What you need to do |
Filter the listing for lines containing "Escalada".

[Raw data — start]

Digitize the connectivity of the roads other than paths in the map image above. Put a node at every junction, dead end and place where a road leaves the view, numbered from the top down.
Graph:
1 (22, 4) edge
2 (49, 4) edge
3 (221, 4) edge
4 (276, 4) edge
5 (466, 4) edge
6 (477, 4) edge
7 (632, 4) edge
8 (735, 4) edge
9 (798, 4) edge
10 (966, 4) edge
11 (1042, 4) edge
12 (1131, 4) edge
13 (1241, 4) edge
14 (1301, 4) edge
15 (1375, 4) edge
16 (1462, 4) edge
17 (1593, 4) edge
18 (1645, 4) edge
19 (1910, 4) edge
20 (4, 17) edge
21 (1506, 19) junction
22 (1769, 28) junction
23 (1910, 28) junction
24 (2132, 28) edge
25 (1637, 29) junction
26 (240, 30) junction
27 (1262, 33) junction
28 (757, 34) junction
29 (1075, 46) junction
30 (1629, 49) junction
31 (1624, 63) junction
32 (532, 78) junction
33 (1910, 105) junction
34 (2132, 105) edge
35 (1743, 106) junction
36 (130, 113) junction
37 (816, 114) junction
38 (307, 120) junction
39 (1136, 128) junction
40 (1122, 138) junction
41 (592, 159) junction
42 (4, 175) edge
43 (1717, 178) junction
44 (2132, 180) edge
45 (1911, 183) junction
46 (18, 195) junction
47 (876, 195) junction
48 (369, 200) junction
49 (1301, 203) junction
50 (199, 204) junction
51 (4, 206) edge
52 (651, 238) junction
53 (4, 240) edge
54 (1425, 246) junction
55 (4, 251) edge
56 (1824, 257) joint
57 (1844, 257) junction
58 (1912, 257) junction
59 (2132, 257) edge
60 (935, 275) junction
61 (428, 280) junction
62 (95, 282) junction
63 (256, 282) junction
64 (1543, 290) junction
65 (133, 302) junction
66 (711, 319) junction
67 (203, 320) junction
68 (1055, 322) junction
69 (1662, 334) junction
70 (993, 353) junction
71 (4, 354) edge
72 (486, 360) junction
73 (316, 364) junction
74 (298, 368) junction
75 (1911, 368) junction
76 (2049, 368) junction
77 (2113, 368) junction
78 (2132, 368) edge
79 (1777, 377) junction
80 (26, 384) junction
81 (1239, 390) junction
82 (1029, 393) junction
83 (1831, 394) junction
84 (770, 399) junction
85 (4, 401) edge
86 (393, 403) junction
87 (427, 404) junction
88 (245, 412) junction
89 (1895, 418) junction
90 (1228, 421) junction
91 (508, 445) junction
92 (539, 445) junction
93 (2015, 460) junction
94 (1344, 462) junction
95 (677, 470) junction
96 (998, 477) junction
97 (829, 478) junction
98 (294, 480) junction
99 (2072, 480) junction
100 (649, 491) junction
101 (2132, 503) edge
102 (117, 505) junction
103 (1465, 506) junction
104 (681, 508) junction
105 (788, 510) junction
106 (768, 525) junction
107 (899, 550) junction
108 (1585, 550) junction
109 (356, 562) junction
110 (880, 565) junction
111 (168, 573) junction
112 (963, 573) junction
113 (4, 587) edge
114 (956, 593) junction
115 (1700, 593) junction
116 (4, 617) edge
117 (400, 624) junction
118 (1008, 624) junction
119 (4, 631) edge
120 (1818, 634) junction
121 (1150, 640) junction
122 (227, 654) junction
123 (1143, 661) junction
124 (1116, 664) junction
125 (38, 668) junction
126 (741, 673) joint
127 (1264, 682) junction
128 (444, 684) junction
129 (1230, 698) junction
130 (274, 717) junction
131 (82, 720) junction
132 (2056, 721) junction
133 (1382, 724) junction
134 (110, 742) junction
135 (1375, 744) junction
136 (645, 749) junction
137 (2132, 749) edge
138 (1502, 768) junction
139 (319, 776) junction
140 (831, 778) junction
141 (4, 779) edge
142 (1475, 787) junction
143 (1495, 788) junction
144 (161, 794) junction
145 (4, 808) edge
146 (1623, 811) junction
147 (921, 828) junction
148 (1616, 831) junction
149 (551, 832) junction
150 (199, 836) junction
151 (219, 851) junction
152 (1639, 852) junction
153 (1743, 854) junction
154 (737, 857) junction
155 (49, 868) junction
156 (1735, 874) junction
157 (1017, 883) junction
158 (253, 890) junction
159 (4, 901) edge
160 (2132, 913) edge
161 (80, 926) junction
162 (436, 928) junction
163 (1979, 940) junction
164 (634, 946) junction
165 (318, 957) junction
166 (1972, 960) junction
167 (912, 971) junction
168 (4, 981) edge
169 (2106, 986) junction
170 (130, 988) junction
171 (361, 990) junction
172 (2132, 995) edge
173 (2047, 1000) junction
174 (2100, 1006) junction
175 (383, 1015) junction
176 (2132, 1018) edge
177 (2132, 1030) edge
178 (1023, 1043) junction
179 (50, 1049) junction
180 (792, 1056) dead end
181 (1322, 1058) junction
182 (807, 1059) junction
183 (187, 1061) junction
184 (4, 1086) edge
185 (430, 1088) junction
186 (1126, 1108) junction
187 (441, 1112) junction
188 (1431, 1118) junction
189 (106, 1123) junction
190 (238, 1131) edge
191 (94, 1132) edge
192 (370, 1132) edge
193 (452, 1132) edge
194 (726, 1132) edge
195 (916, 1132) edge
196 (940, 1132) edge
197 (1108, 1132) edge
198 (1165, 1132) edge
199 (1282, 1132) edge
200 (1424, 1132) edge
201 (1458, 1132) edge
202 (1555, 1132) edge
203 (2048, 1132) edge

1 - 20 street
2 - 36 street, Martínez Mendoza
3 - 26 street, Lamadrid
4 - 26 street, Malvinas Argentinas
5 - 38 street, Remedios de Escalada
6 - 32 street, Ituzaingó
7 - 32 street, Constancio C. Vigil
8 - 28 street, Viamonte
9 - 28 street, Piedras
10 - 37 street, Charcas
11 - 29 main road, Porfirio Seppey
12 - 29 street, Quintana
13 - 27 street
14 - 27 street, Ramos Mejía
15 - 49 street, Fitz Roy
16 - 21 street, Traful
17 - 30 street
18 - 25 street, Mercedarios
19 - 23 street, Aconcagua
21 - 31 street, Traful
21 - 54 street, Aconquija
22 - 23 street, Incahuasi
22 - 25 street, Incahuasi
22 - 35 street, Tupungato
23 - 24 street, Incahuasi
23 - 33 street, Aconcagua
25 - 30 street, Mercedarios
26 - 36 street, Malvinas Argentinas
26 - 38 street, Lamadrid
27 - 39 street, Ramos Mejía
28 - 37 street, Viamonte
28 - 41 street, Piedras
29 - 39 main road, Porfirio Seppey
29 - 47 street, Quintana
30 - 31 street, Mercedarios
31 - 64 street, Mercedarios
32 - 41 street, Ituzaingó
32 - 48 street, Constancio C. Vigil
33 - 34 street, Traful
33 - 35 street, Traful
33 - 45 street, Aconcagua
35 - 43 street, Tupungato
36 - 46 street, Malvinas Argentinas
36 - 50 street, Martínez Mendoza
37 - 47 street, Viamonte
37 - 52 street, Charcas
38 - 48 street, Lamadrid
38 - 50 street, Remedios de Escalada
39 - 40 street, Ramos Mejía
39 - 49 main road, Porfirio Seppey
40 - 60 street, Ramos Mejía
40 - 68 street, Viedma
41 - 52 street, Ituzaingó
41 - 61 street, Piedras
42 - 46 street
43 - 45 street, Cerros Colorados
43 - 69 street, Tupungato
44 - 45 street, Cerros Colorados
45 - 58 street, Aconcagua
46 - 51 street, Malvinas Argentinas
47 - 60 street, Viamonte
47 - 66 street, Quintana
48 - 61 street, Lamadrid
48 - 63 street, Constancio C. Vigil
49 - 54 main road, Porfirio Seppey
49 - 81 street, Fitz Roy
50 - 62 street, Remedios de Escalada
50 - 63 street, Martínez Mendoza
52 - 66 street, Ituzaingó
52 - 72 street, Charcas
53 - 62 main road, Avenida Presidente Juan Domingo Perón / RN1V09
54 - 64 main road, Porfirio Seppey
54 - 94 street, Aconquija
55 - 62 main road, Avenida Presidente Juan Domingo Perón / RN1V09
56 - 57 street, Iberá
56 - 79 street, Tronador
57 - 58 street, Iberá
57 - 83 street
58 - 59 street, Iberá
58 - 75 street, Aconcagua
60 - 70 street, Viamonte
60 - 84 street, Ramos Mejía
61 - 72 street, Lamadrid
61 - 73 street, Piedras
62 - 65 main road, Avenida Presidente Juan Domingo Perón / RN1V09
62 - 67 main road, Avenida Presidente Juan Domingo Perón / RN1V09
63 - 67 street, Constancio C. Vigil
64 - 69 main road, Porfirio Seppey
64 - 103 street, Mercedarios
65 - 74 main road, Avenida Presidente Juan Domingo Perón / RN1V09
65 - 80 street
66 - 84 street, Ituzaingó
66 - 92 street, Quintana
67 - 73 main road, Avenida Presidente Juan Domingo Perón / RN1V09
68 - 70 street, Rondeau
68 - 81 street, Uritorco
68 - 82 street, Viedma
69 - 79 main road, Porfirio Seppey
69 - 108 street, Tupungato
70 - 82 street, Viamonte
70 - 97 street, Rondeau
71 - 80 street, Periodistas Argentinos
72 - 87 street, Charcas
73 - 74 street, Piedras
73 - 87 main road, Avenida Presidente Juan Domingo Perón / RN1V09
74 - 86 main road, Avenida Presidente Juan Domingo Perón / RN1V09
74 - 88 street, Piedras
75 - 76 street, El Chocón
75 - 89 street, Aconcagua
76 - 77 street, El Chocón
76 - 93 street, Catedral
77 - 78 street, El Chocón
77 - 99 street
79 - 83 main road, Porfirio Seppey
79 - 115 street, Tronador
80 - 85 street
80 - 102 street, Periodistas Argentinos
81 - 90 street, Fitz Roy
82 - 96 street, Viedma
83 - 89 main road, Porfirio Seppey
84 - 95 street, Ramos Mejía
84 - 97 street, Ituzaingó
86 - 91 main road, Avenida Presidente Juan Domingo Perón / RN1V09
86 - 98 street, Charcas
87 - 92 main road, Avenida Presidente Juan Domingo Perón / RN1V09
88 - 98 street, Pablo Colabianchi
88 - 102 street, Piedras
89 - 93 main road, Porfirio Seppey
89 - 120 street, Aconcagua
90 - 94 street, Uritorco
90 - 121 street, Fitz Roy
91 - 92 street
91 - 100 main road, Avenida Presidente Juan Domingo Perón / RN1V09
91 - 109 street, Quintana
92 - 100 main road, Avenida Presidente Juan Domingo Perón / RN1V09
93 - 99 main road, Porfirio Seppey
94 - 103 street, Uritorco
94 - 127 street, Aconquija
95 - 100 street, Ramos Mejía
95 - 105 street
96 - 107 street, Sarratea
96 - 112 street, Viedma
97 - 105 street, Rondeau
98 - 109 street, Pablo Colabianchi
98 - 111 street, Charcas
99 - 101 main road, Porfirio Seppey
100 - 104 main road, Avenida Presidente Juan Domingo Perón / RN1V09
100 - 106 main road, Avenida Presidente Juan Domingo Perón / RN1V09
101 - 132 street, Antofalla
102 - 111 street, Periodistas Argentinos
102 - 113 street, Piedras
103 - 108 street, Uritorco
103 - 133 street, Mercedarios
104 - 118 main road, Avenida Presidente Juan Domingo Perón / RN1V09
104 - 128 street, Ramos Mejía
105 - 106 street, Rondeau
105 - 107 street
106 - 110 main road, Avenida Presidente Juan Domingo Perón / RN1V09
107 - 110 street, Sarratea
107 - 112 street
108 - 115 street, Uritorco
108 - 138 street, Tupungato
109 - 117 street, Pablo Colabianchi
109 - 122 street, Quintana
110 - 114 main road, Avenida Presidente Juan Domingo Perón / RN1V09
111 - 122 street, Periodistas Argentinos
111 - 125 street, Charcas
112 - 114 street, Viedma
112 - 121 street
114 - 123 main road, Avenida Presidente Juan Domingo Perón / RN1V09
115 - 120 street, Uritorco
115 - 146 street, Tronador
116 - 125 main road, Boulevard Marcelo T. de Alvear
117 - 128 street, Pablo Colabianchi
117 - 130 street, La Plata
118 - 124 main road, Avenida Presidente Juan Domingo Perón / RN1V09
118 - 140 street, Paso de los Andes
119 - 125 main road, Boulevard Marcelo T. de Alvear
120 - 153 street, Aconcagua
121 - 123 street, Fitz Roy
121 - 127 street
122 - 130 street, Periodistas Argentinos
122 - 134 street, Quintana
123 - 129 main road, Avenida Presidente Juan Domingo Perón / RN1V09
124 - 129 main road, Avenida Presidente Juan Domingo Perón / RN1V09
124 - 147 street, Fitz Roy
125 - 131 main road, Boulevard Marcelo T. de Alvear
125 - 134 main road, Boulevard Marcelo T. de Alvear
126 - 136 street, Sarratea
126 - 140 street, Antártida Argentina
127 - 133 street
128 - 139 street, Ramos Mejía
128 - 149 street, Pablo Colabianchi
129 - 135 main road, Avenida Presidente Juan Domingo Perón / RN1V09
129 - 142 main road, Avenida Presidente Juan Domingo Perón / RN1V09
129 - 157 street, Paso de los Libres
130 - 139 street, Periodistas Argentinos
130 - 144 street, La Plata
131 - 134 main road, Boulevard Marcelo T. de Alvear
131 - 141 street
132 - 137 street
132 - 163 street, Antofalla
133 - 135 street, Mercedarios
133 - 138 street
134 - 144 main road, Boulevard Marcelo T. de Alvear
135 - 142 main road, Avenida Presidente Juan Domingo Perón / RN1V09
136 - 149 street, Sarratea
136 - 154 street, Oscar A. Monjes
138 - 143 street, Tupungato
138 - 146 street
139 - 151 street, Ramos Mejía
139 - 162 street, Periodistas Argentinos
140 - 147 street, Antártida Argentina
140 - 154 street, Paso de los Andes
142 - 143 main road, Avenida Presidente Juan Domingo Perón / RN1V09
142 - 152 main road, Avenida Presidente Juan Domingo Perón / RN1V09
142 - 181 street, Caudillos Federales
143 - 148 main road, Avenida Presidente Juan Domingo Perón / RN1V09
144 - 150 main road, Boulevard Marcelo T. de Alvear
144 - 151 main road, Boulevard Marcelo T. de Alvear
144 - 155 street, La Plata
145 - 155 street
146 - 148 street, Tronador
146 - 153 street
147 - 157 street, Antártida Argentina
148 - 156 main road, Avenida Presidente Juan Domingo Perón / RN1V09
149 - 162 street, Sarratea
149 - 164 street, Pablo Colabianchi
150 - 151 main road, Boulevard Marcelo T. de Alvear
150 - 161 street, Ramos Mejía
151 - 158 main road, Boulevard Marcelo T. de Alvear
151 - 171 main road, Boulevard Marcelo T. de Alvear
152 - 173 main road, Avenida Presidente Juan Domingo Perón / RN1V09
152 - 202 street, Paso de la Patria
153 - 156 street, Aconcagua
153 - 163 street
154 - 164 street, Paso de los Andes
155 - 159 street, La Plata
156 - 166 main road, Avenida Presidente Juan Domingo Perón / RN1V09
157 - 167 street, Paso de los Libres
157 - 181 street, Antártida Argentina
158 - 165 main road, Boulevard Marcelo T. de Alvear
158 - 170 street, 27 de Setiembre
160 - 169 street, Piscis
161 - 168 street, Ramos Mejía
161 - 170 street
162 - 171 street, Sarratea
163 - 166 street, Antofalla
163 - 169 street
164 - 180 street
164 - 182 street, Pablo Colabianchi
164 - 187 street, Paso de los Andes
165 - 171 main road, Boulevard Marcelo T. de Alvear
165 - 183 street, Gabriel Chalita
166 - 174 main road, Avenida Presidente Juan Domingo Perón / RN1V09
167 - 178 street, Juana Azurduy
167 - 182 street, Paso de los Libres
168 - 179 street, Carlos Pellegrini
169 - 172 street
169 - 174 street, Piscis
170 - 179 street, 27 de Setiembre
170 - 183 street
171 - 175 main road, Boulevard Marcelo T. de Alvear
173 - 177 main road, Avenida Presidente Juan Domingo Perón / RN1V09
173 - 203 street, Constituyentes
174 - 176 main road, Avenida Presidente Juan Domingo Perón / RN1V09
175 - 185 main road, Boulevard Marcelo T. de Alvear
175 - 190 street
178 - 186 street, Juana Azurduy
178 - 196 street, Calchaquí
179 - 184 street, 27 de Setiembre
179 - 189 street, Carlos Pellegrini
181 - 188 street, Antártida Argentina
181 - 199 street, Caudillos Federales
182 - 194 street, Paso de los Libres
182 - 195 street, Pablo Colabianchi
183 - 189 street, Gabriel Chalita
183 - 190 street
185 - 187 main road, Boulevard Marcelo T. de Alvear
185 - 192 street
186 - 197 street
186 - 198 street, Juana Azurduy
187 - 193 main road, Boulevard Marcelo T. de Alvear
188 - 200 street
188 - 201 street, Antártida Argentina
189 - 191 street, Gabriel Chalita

[Raw data — finish]

Result below |
5 - 38 street, Remedios de Escalada
38 - 50 street, Remedios de Escalada
50 - 62 street, Remedios de Escalada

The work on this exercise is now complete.